BOOK/A TABLE - The Classic Negroni

I happened to be reading Patricia Highsmith's nail-biter The Talented Mr. Ripley when I saw Netflix had adapted it into an eight-part series entitled Ripley. Starring the extraordinary Andrew Scott, this new version is a glorious, moody vision of Italy shot in stark black and white. 

There's a lot of mystery surrounding our psychopathic, murderous protagonist Tom Ripley, but the real mystery to me is why, as the characters traipse across Italy drinking gin martinis, there is nary a mention of the classic Italian Negroni! Lord knows I drank little else when I was running around Italy myself.

Originally served to Count Camillo Negroni in 1919, the bitter cocktail composed of pure liquor is a ripping refresher that some prefer in the cooler months, but I remember escaping the heat of June with a number of Negronis while lingering in the various osterie of Florence, Venice, Rome... 

Classic Negroni
Adapted from Saveur magazine
1 oz. Campari
1 oz. gin
1 oz. sweet vermouth
Orange slice, for garnish

In a tumbler filled with ice, stir together the Campari, gin, and vermouth. Garnish with the orange slice.

The White Negroni has making an appearance in restaurant bars around town recently too, should you wish to try at home! 

White Negroni
Adapted from

1 1/2 ounces gin
1 ounce Lillet blanc
1/2 ounce Suze gentian liqueur
Garnish: lemon twist

Add the gin, Lillet blanc and Suze into a mixing glass with ice and stir for 15 to 20 seconds until well-chilled. Strain into a rocks glass over fresh ice.

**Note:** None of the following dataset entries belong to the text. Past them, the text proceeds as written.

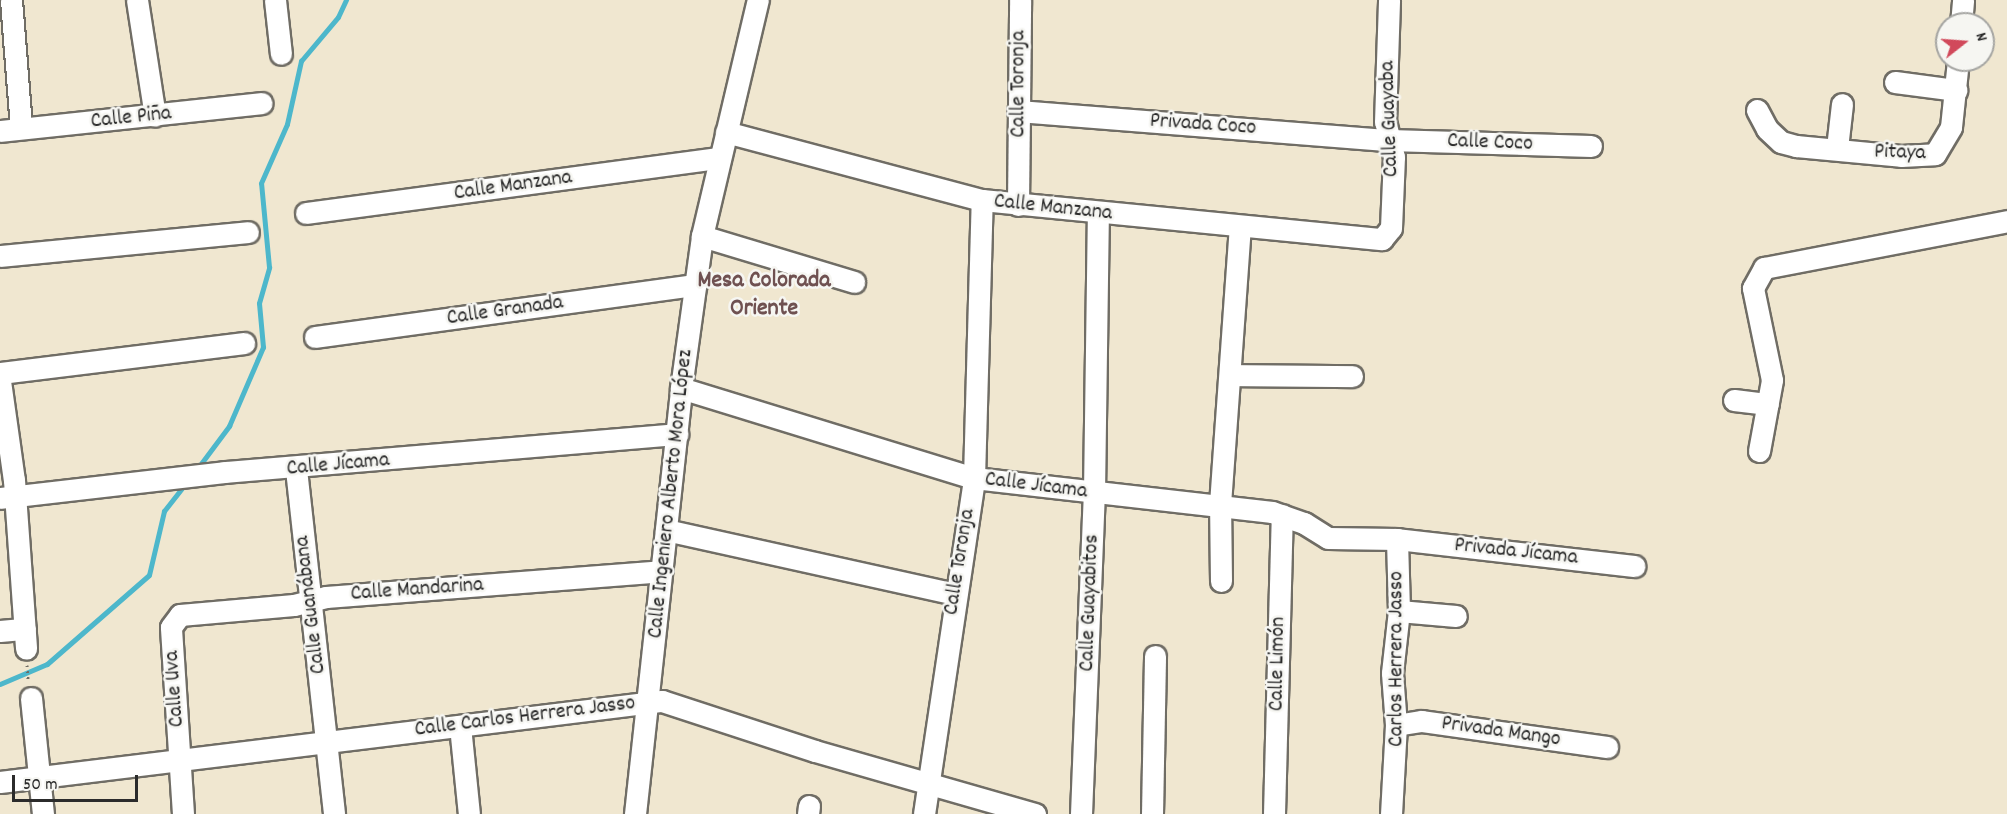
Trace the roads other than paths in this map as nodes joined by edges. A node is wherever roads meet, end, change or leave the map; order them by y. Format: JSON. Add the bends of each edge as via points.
{"nodes":[{"id":1,"x":11,"y":0,"type":"edge"},
{"id":2,"x":137,"y":0,"type":"edge"},
{"id":3,"x":275,"y":0,"type":"edge"},
{"id":4,"x":758,"y":0,"type":"edge"},
{"id":5,"x":1020,"y":0,"type":"edge"},
{"id":6,"x":1389,"y":0,"type":"edge"},
{"id":7,"x":281,"y":54,"type":"dead end"},
{"id":8,"x":1957,"y":72,"type":"edge"},
{"id":9,"x":1895,"y":81,"type":"dead end"},
{"id":10,"x":1956,"y":90,"type":"junction"},
{"id":11,"x":262,"y":103,"type":"dead end"},
{"id":12,"x":1842,"y":104,"type":"dead end"},
{"id":13,"x":1757,"y":110,"type":"dead end"},
{"id":14,"x":1018,"y":111,"type":"junction"},
{"id":15,"x":155,"y":116,"type":"junction"},
{"id":16,"x":10,"y":130,"type":"edge"},
{"id":17,"x":726,"y":132,"type":"junction"},
{"id":18,"x":1389,"y":140,"type":"junction"},
{"id":19,"x":1591,"y":146,"type":"dead end"},
{"id":20,"x":1837,"y":148,"type":"junction"},
{"id":21,"x":719,"y":158,"type":"junction"},
{"id":22,"x":982,"y":200,"type":"junction"},
{"id":23,"x":1018,"y":205,"type":"junction"},
{"id":24,"x":306,"y":213,"type":"dead end"},
{"id":25,"x":1098,"y":213,"type":"junction"},
{"id":26,"x":2007,"y":221,"type":"edge"},
{"id":27,"x":1240,"y":227,"type":"junction"},
{"id":28,"x":249,"y":232,"type":"dead end"},
{"id":29,"x":702,"y":236,"type":"junction"},
{"id":30,"x":1387,"y":237,"type":"joint"},
{"id":31,"x":0,"y":256,"type":"edge"},
{"id":32,"x":854,"y":282,"type":"dead end"},
{"id":33,"x":695,"y":285,"type":"junction"},
{"id":34,"x":315,"y":337,"type":"dead end"},
{"id":35,"x":244,"y":343,"type":"dead end"},
{"id":36,"x":0,"y":373,"type":"edge"},
{"id":37,"x":1231,"y":375,"type":"junction"},
{"id":38,"x":1352,"y":376,"type":"dead end"},
{"id":39,"x":0,"y":381,"type":"edge"},
{"id":40,"x":681,"y":388,"type":"junction"},
{"id":41,"x":1734,"y":400,"type":"dead end"},
{"id":42,"x":1768,"y":404,"type":"junction"},
{"id":43,"x":677,"y":434,"type":"junction"},
{"id":44,"x":1759,"y":451,"type":"dead end"},
{"id":45,"x":296,"y":469,"type":"junction"},
{"id":46,"x":974,"y":478,"type":"junction"},
{"id":47,"x":1094,"y":494,"type":"junction"},
{"id":48,"x":8,"y":497,"type":"edge"},
{"id":49,"x":1220,"y":504,"type":"junction"},
{"id":50,"x":1282,"y":514,"type":"junction"},
{"id":51,"x":666,"y":530,"type":"junction"},
{"id":52,"x":1397,"y":539,"type":"junction"},
{"id":53,"x":1635,"y":566,"type":"dead end"},
{"id":54,"x":661,"y":571,"type":"junction"},
{"id":55,"x":1221,"y":581,"type":"dead end"},
{"id":56,"x":954,"y":594,"type":"junction"},
{"id":57,"x":311,"y":600,"type":"junction"},
{"id":58,"x":1399,"y":611,"type":"junction"},
{"id":59,"x":1456,"y":616,"type":"dead end"},
{"id":60,"x":175,"y":618,"type":"joint"},
{"id":61,"x":0,"y":631,"type":"edge"},
{"id":62,"x":1155,"y":656,"type":"dead end"},
{"id":63,"x":31,"y":698,"type":"dead end"},
{"id":64,"x":649,"y":701,"type":"junction"},
{"id":65,"x":1396,"y":725,"type":"junction"},
{"id":66,"x":460,"y":726,"type":"junction"},
{"id":67,"x":325,"y":742,"type":"junction"},
{"id":68,"x":1607,"y":747,"type":"dead end"},
{"id":69,"x":179,"y":760,"type":"junction"},
{"id":70,"x":40,"y":777,"type":"junction"},
{"id":71,"x":0,"y":782,"type":"edge"},
{"id":72,"x":928,"y":783,"type":"junction"},
{"id":73,"x":43,"y":814,"type":"edge"},
{"id":74,"x":183,"y":814,"type":"edge"},
{"id":75,"x":333,"y":814,"type":"edge"},
{"id":76,"x":469,"y":814,"type":"edge"},
{"id":77,"x":635,"y":814,"type":"edge"},
{"id":78,"x":924,"y":814,"type":"edge"},
{"id":79,"x":1035,"y":814,"type":"edge"},
{"id":80,"x":1081,"y":814,"type":"edge"},
{"id":81,"x":1152,"y":814,"type":"edge"},
{"id":82,"x":1274,"y":814,"type":"edge"},
{"id":83,"x":1391,"y":814,"type":"edge"}],
"edges":[{"from":1,"to":16,"type":"street"},
{"from":2,"to":15,"type":"street"},
{"from":3,"to":7,"type":"street"},
{"from":4,"to":17,"type":"street","name":"Calle Ingeniero Alberto Mora López"},
{"from":5,"to":14,"type":"street","name":"Calle Toronja"},
{"from":6,"to":18,"type":"street","name":"Calle Guayaba","via":[[1385,122]]},
{"from":8,"to":10,"type":"street","name":"Pitaya"},
{"from":9,"to":10,"type":"street"},
{"from":10,"to":20,"type":"street","name":"Pitaya","via":[[1951,127],[1935,154],[1901,156]]},
{"from":11,"to":15,"type":"street","name":"Calle Piña"},
{"from":12,"to":20,"type":"street"},
{"from":13,"to":20,"type":"street","name":"Pitaya","via":[[1767,129],[1781,142]]},
{"from":14,"to":18,"type":"street","name":"Privada Coco"},
{"from":14,"to":23,"type":"street","name":"Calle Toronja"},
{"from":15,"to":16,"type":"street","name":"Calle Piña"},
{"from":17,"to":21,"type":"street","name":"Calle Ingeniero Alberto Mora López"},
{"from":17,"to":22,"type":"street","name":"Calle Manzana"},
{"from":18,"to":19,"type":"street","name":"Calle Coco"},
{"from":18,"to":30,"type":"street","name":"Calle Guayaba","via":[[1394,157],[1391,228]]},
{"from":21,"to":24,"type":"street","name":"Calle Manzana"},
{"from":21,"to":29,"type":"street","name":"Calle Ingeniero Alberto Mora López"},
{"from":22,"to":23,"type":"street","name":"Calle Manzana"},
{"from":22,"to":46,"type":"street","name":"Calle Toronja"},
{"from":23,"to":25,"type":"street","name":"Calle Manzana"},
{"from":25,"to":27,"type":"street","name":"Calle Manzana"},
{"from":25,"to":47,"type":"street","name":"Calle Guayabitos"},
{"from":26,"to":42,"type":"street","via":[[1764,268],[1753,288],[1771,370]]},
{"from":27,"to":30,"type":"street","name":"Calle Manzana","via":[[1377,240]]},
{"from":27,"to":37,"type":"street"},
{"from":28,"to":31,"type":"street"},
{"from":29,"to":32,"type":"street"},
{"from":29,"to":33,"type":"street","name":"Calle Ingeniero Alberto Mora López"},
{"from":33,"to":34,"type":"street","name":"Calle Granada"},
{"from":33,"to":40,"type":"street","name":"Calle Ingeniero Alberto Mora López"},
{"from":35,"to":36,"type":"street"},
{"from":37,"to":38,"type":"street"},
{"from":37,"to":49,"type":"street"},
{"from":39,"to":48,"type":"street"},
{"from":40,"to":43,"type":"street","name":"Calle Ingeniero Alberto Mora López"},
{"from":40,"to":46,"type":"street","name":"Calle Jícama"},
{"from":41,"to":42,"type":"street"},
{"from":42,"to":44,"type":"street"},
{"from":43,"to":45,"type":"street","name":"Calle Jícama"},
{"from":43,"to":51,"type":"street","name":"Calle Ingeniero Alberto Mora López"},
{"from":45,"to":48,"type":"street","name":"Calle Jícama","via":[[225,472]]},
{"from":45,"to":57,"type":"street","name":"Calle Guanábana"},
{"from":46,"to":47,"type":"street","name":"Calle Jícama"},
{"from":46,"to":56,"type":"street","name":"Calle Toronja"},
{"from":47,"to":49,"type":"street","name":"Calle Jícama"},
{"from":47,"to":80,"type":"street","name":"Calle Guayabitos"},
{"from":48,"to":61,"type":"street","via":[[26,648]]},
{"from":49,"to":50,"type":"street","name":"Calle Jícama"},
{"from":49,"to":55,"type":"street"},
{"from":50,"to":52,"type":"street","name":"Calle Jícama","via":[[1328,538]]},
{"from":50,"to":82,"type":"street","name":"Calle Limón"},
{"from":51,"to":54,"type":"street","name":"Calle Ingeniero Alberto Mora López"},
{"from":51,"to":56,"type":"street"},
{"from":52,"to":53,"type":"street","name":"Privada Jícama"},
{"from":52,"to":58,"type":"street","name":"Carlos Herrera Jasso"},
{"from":54,"to":57,"type":"street","name":"Calle Mandarina"},
{"from":54,"to":64,"type":"street","name":"Calle Ingeniero Alberto Mora López"},
{"from":56,"to":72,"type":"street","name":"Calle Toronja"},
{"from":57,"to":60,"type":"street","name":"Calle Mandarina","via":[[294,605],[186,613]]},
{"from":57,"to":67,"type":"street","name":"Calle Guanábana"},
{"from":58,"to":59,"type":"street"},
{"from":58,"to":65,"type":"street","name":"Carlos Herrera Jasso","via":[[1392,673]]},
{"from":60,"to":69,"type":"street","name":"Calle Uva","via":[[171,627]]},
{"from":62,"to":81,"type":"street"},
{"from":63,"to":70,"type":"street"},
{"from":64,"to":66,"type":"street","name":"Calle Carlos Herrera Jasso"},
{"from":64,"to":72,"type":"street","name":"Calle Carlos Herrera Jasso","via":[[673,702],[815,751]]},
{"from":64,"to":77,"type":"street","name":"Calle Ingeniero Alberto Mora López"},
{"from":65,"to":68,"type":"street","name":"Privada Mango","via":[[1422,721]]},
{"from":65,"to":83,"type":"street","name":"Carlos Herrera Jasso"},
{"from":66,"to":67,"type":"street","name":"Calle Carlos Herrera Jasso"},
{"from":66,"to":76,"type":"street"},
{"from":67,"to":69,"type":"street","name":"Calle Carlos Herrera Jasso"},
{"from":67,"to":75,"type":"street","name":"Calle Guanábana"},
{"from":69,"to":70,"type":"street","name":"Calle Carlos Herrera Jasso"},
{"from":69,"to":74,"type":"street","name":"Calle Uva"},
{"from":70,"to":71,"type":"street","name":"Calle Carlos Herrera Jasso"},
{"from":70,"to":73,"type":"street"},
{"from":72,"to":78,"type":"street","name":"Calle Toronja"},
{"from":72,"to":79,"type":"street","name":"Calle Carlos Herrera Jasso"}]}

Ritual Non-Alcoholic Spirits (a leader in the N/A market) has also come up with what I feel is a highly commendable version of the Negroni, as well as other fantastic booze-free concoctions found here

Ritual Non-Alcoholic Negroni
1 1/2 oz. Ritual Gin Alternative
1 1/2 oz. Ritual Aperitif Alternative
Garnish: orange

Fill a mixing glass with ice. Add 1.5oz of Ritual Gin and Aperitif Alternative. Stir the ingredients in the mixing glass for 20-30 seconds until well combined. Strain the mixture into a rocks glass filled with ice. Garnish with an orange peel.

"Tom showered and then Dickie showered, and came out and poured himself a drink, just like the first time, but the atmosphere now was totally changed."
The Talented Mr. Ripley, Patricia Highsmith

Tuesday, April 9, 2024

BOOK/A TABLE - Ravigote Sauce

The original plan was that I would make a summery dinner for my cousin at her house in New Hampshire. She fired up the backyard grill for vegetable and mozzarella “Napoleon” stacks, we tossed a pasta salad together and I don’t remember what else...but then some friends called, a few more showed up at the door, and then they invited their friends. Soon we had a houseful of guests and I just kept cooking. More Napoleons were served, I improvised a few pasta dishes, found greens for salad, whisked together a dressing, and quick-thawed some chicken breasts, which also went on the grill, slathered in barbecue sauce.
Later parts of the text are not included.